### What this task involves
Write out every entry, unchanged. Skip any picture.

### Records provided
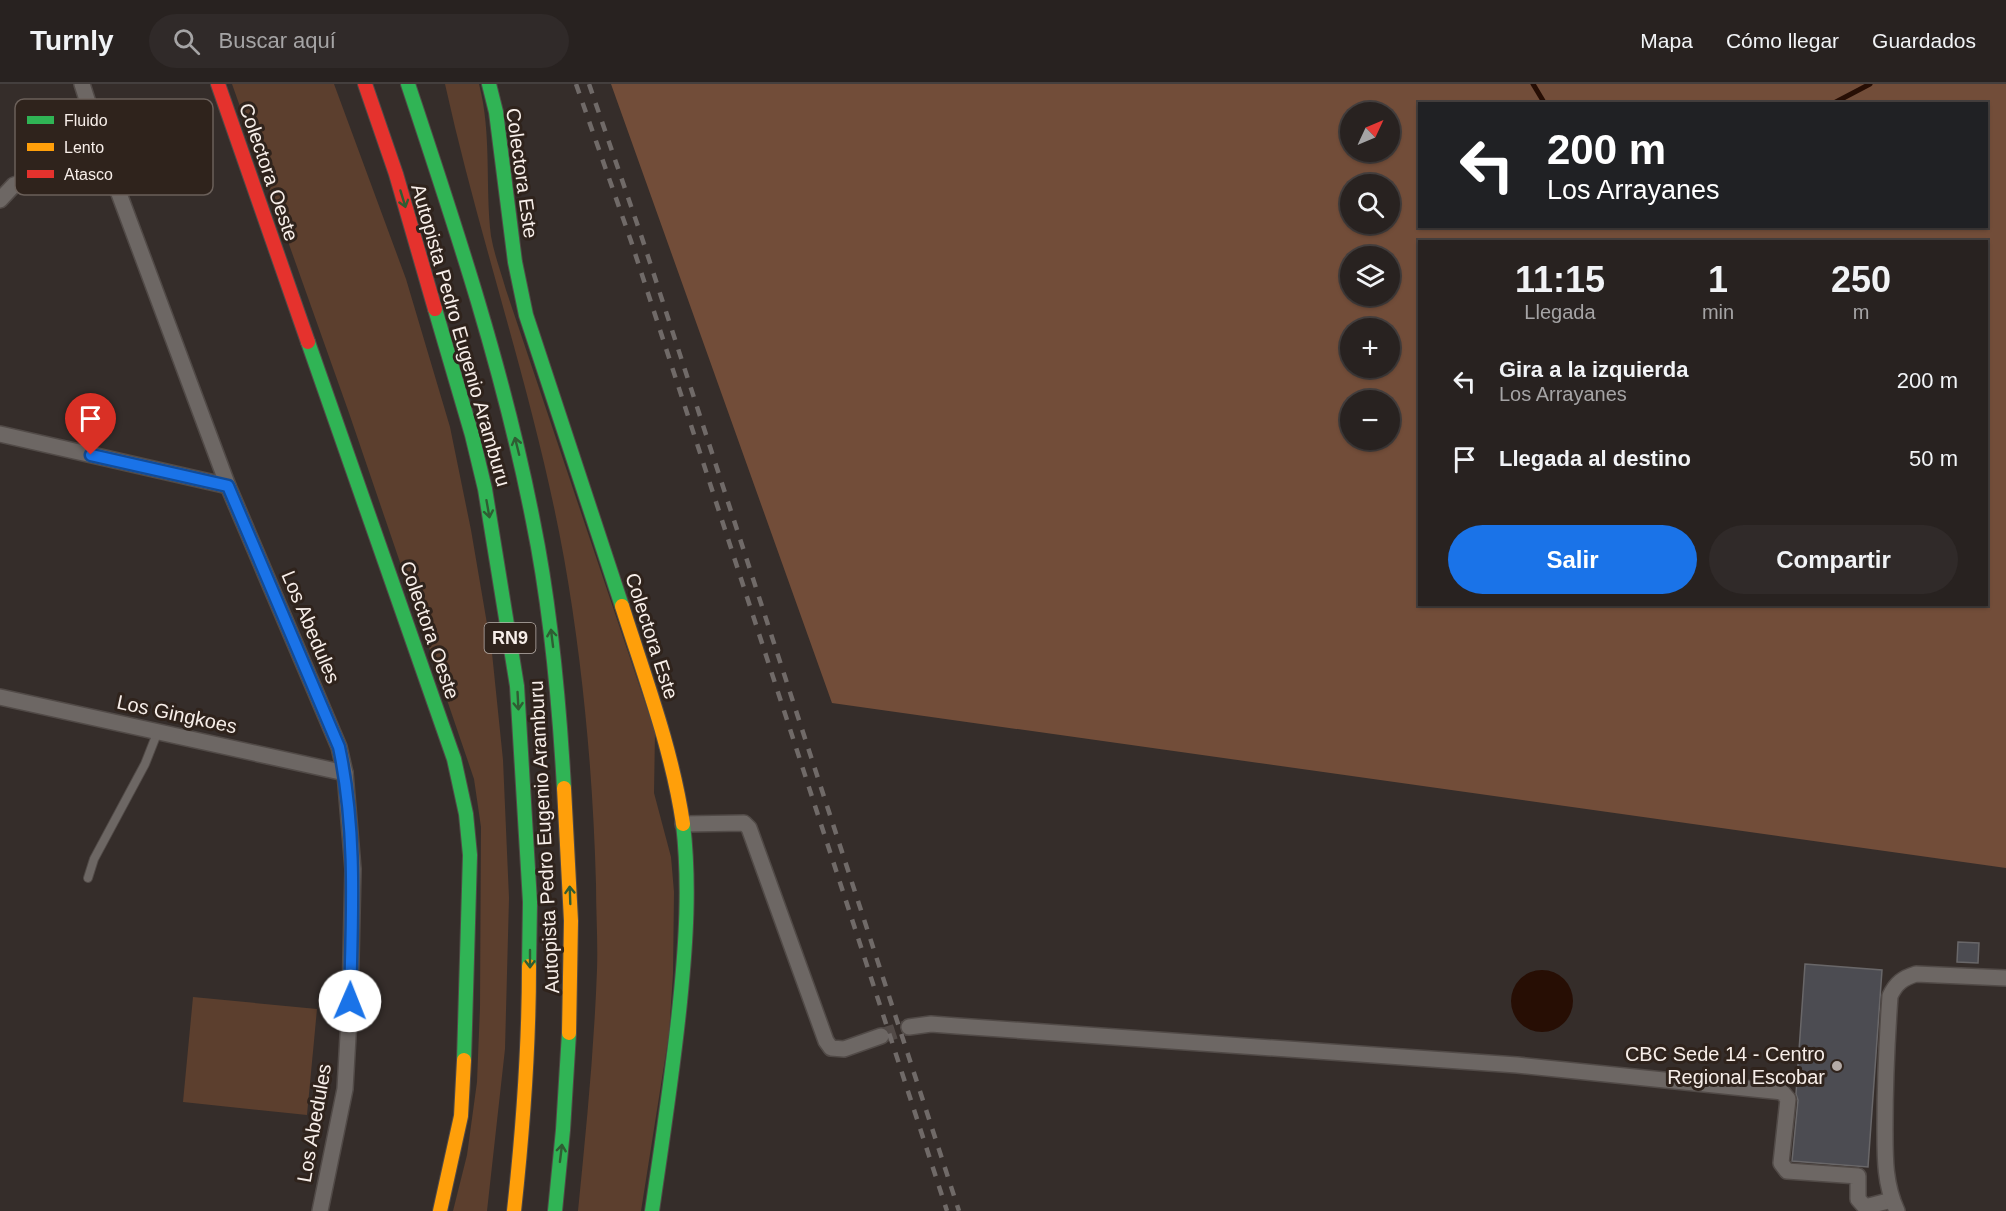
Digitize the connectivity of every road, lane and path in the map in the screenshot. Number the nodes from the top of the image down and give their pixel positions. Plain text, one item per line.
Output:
1 (82, 84) edge
2 (218, 84) edge
3 (352, 84) edge
4 (365, 84) edge
5 (408, 84) edge
6 (489, 84) edge
7 (87, 99) edge
8 (437, 129) dead end
9 (396, 174) junction
10 (15, 185) edge
11 (120, 195) edge
12 (0, 201) edge
13 (458, 231) junction
14 (0, 434) edge
15 (228, 486) junction
16 (0, 696) edge
17 (158, 732) junction
18 (345, 773) junction
19 (683, 824) junction
20 (88, 878) dead end
21 (2006, 978) edge
22 (909, 1027) tunnel mouth
23 (881, 1036) tunnel mouth
24 (1894, 1205) edge
25 (655, 1207) edge
26 (320, 1211) edge
27 (440, 1211) edge
28 (514, 1211) edge
29 (555, 1211) edge

1 - 7 street, Los Abedules
2 - 27 main road, Colectora Oeste
3 - 9 main road
4 - 9 main road, Autopista Pedro Eugenio Aramburu / RN9
5 - 13 main road, Autopista Pedro Eugenio Aramburu / RN9
6 - 19 main road, Colectora Este
8 - 13 main road
9 -> 28 main road, Autopista Pedro Eugenio Aramburu / RN9
10 - 12 street
11 - 15 street, Los Abedules
29 -> 13 main road, Autopista Pedro Eugenio Aramburu / RN9
14 - 15 street
15 - 18 street, Los Abedules
16 - 17 street, Los Gingkoes
17 - 18 street, Los Gingkoes
17 - 20 lane
18 - 26 street, Los Abedules
19 - 23 street
19 - 25 main road, Colectora Este
21 - 24 street
22 - 24 street

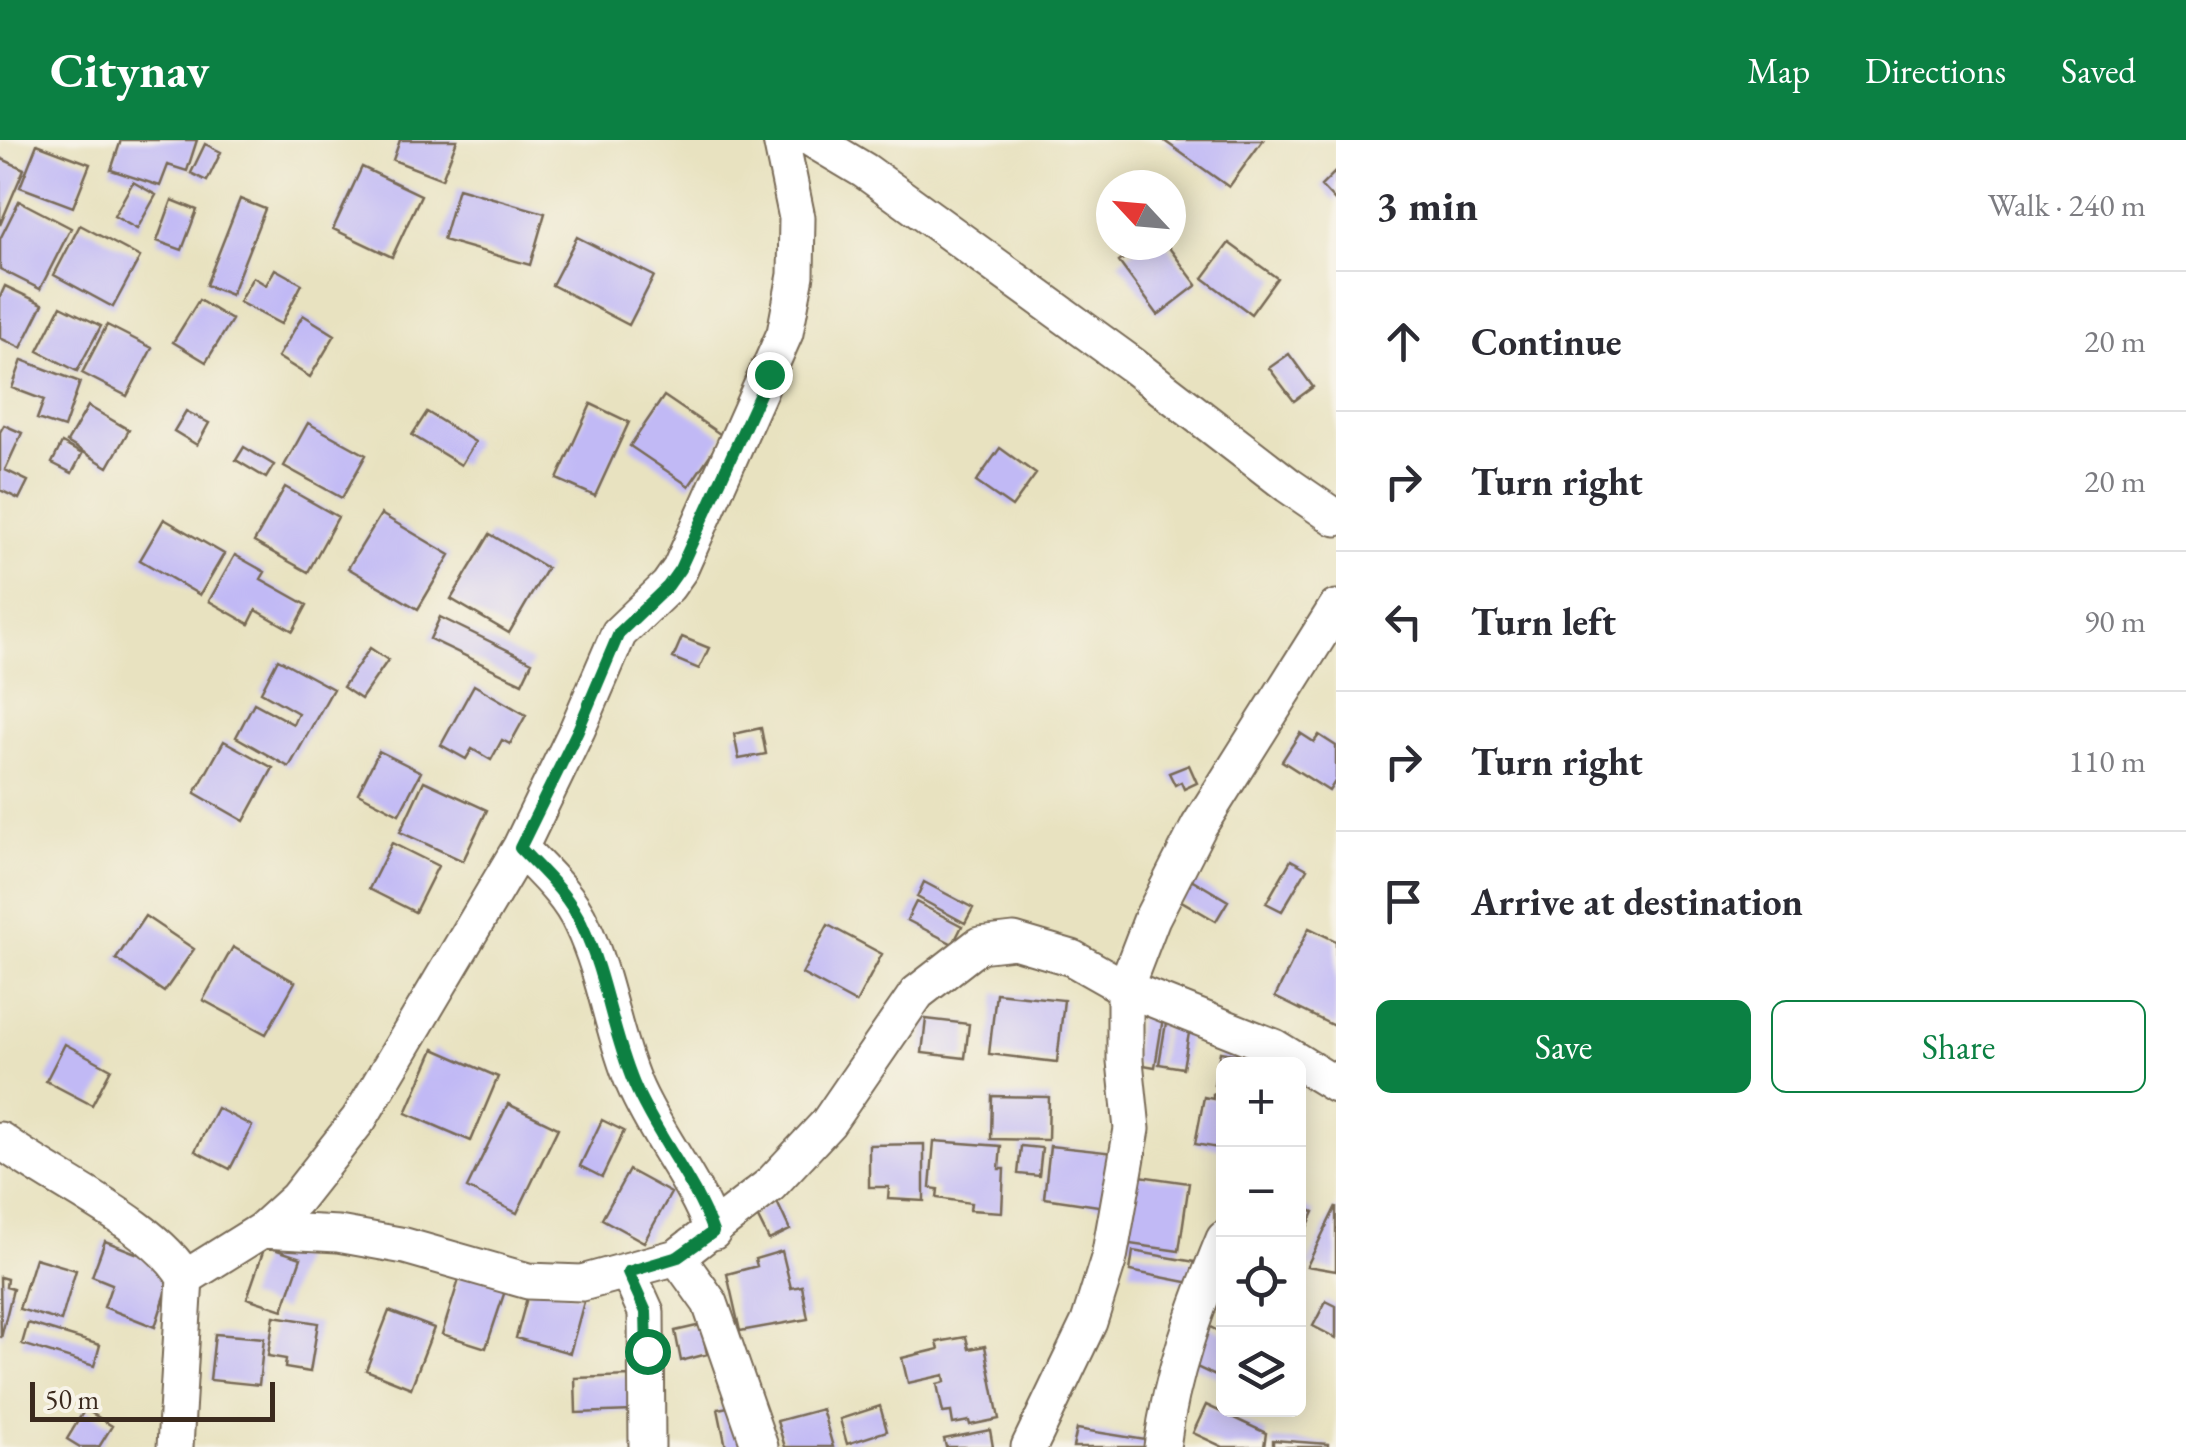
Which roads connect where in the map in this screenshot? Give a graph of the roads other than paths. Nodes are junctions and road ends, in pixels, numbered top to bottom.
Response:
1 (781, 140) edge
2 (813, 140) edge
3 (1336, 518) edge
4 (1336, 608) edge
5 (520, 848) junction
6 (1125, 988) junction
7 (1324, 1083) edge
8 (0, 1140) edge
9 (262, 1230) junction
10 (713, 1232) junction
11 (678, 1257) junction
12 (1216, 1260) edge
13 (628, 1272) junction
14 (185, 1278) junction
15 (175, 1447) edge
16 (647, 1447) edge
17 (760, 1447) edge
18 (1029, 1447) edge
19 (1162, 1447) edge

1 - 5 street
2 - 3 street
4 - 6 street
5 - 9 street
5 - 10 street
6 - 7 street
6 - 10 street
6 - 18 street
8 - 14 street
9 - 13 street
9 - 14 street
10 - 11 street
11 - 13 street
11 - 17 street
12 - 19 street
13 - 16 street
14 - 15 street

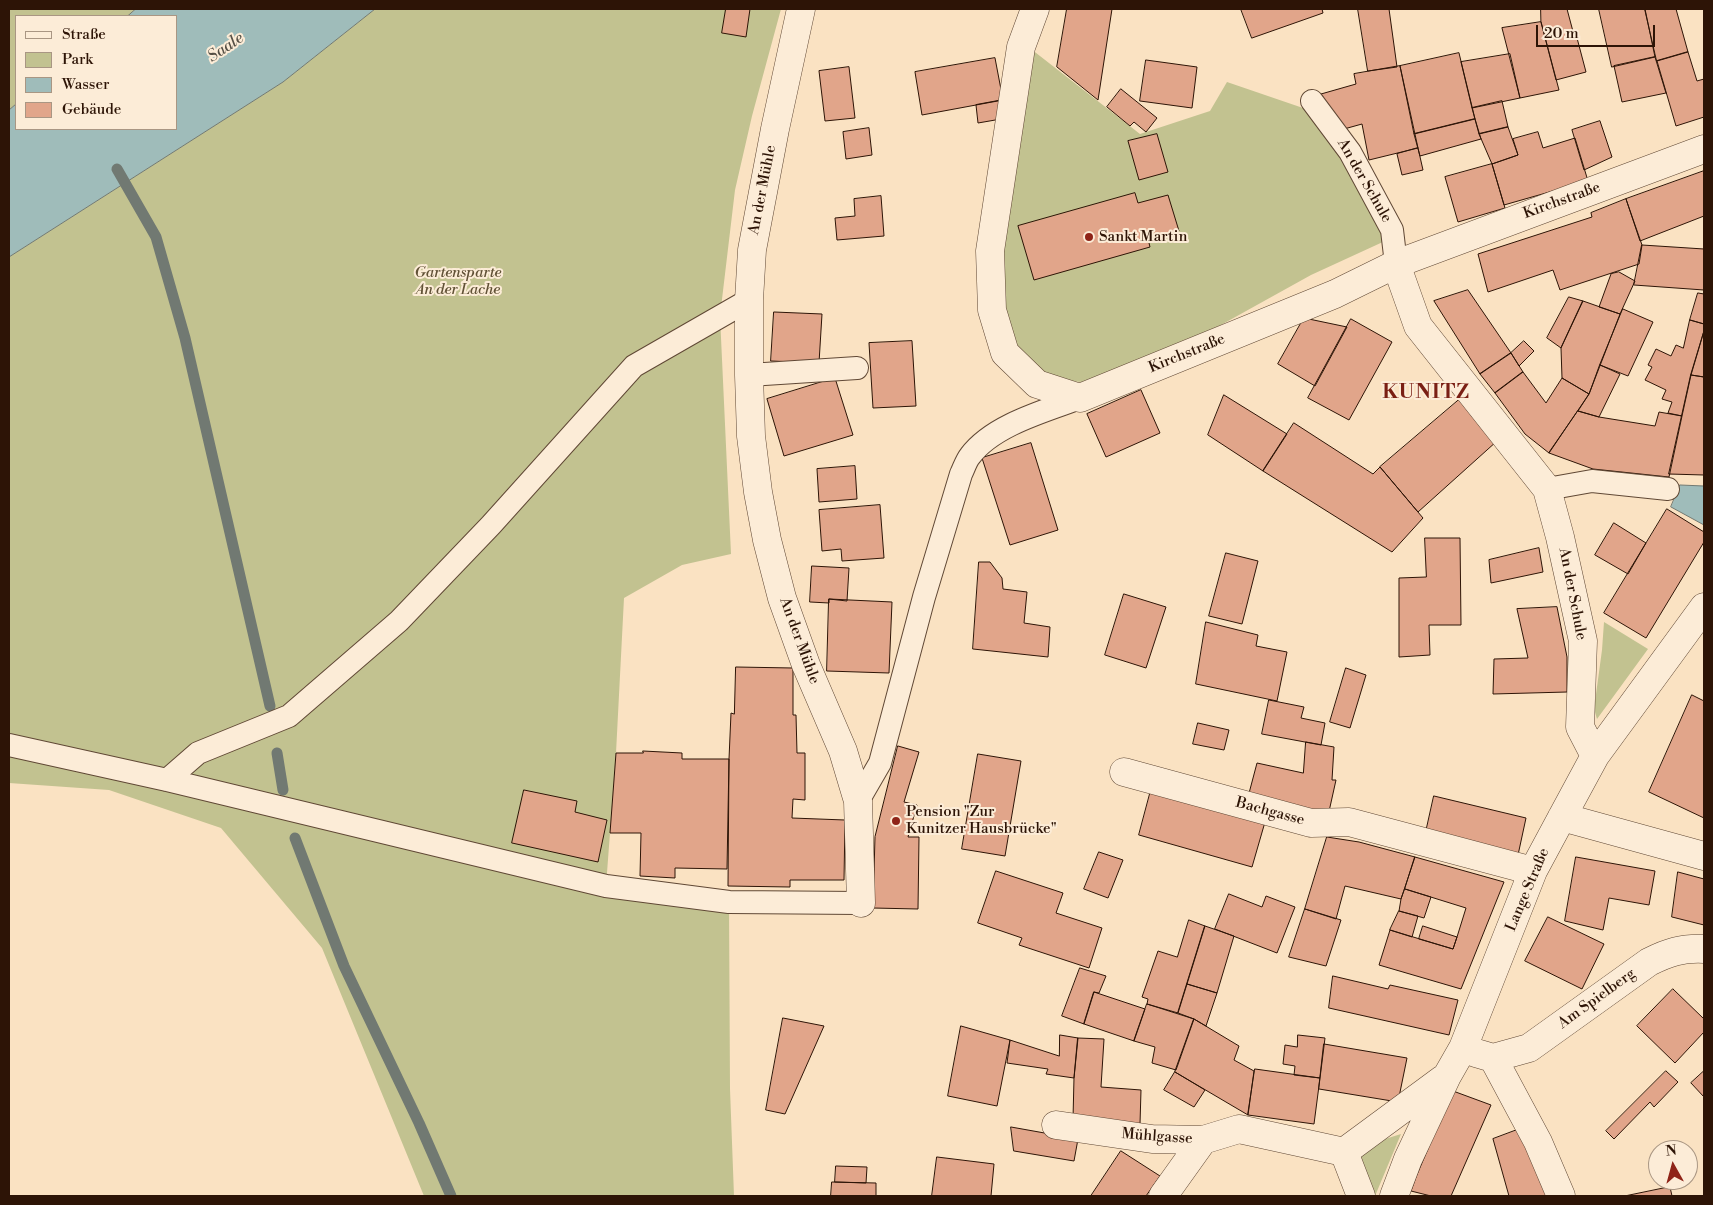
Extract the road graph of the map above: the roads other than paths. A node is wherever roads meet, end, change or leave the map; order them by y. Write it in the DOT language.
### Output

### Response to the task
Digitize the connectivity of every road, lane and path in the map in the screenshot. Number the nodes from the top of the image down and give their pixel positions. Plain text, one item per line.
Output:
1 (82, 84) edge
2 (218, 84) edge
3 (352, 84) edge
4 (365, 84) edge
5 (408, 84) edge
6 (489, 84) edge
7 (87, 99) edge
8 (437, 129) dead end
9 (396, 174) junction
10 (15, 185) edge
11 (120, 195) edge
12 (0, 201) edge
13 (458, 231) junction
14 (0, 434) edge
15 (228, 486) junction
16 (0, 696) edge
17 (158, 732) junction
18 (345, 773) junction
19 (683, 824) junction
20 (88, 878) dead end
21 (2006, 978) edge
22 (909, 1027) tunnel mouth
23 (881, 1036) tunnel mouth
24 (1894, 1205) edge
25 (655, 1207) edge
26 (320, 1211) edge
27 (440, 1211) edge
28 (514, 1211) edge
29 (555, 1211) edge

1 - 7 street, Los Abedules
2 - 27 main road, Colectora Oeste
3 - 9 main road
4 - 9 main road, Autopista Pedro Eugenio Aramburu / RN9
5 - 13 main road, Autopista Pedro Eugenio Aramburu / RN9
6 - 19 main road, Colectora Este
8 - 13 main road
9 -> 28 main road, Autopista Pedro Eugenio Aramburu / RN9
10 - 12 street
11 - 15 street, Los Abedules
29 -> 13 main road, Autopista Pedro Eugenio Aramburu / RN9
14 - 15 street
15 - 18 street, Los Abedules
16 - 17 street, Los Gingkoes
17 - 18 street, Los Gingkoes
17 - 20 lane
18 - 26 street, Los Abedules
19 - 23 street
19 - 25 main road, Colectora Este
21 - 24 street
22 - 24 street

Which roads connect where in the map in this screenshot? Give a graph of the roads other than paths. Nodes are junctions and road ends, in pixels, numbered top to bottom.
Response:
1 (781, 140) edge
2 (813, 140) edge
3 (1336, 518) edge
4 (1336, 608) edge
5 (520, 848) junction
6 (1125, 988) junction
7 (1324, 1083) edge
8 (0, 1140) edge
9 (262, 1230) junction
10 (713, 1232) junction
11 (678, 1257) junction
12 (1216, 1260) edge
13 (628, 1272) junction
14 (185, 1278) junction
15 (175, 1447) edge
16 (647, 1447) edge
17 (760, 1447) edge
18 (1029, 1447) edge
19 (1162, 1447) edge

1 - 5 street
2 - 3 street
4 - 6 street
5 - 9 street
5 - 10 street
6 - 7 street
6 - 10 street
6 - 18 street
8 - 14 street
9 - 13 street
9 - 14 street
10 - 11 street
11 - 13 street
11 - 17 street
12 - 19 street
13 - 16 street
14 - 15 street

Extract the road graph of the map above: the roads other than paths. A node is wherever roads meet, end, change or leave the map; order them by y. Write it in the DOT language.
### Output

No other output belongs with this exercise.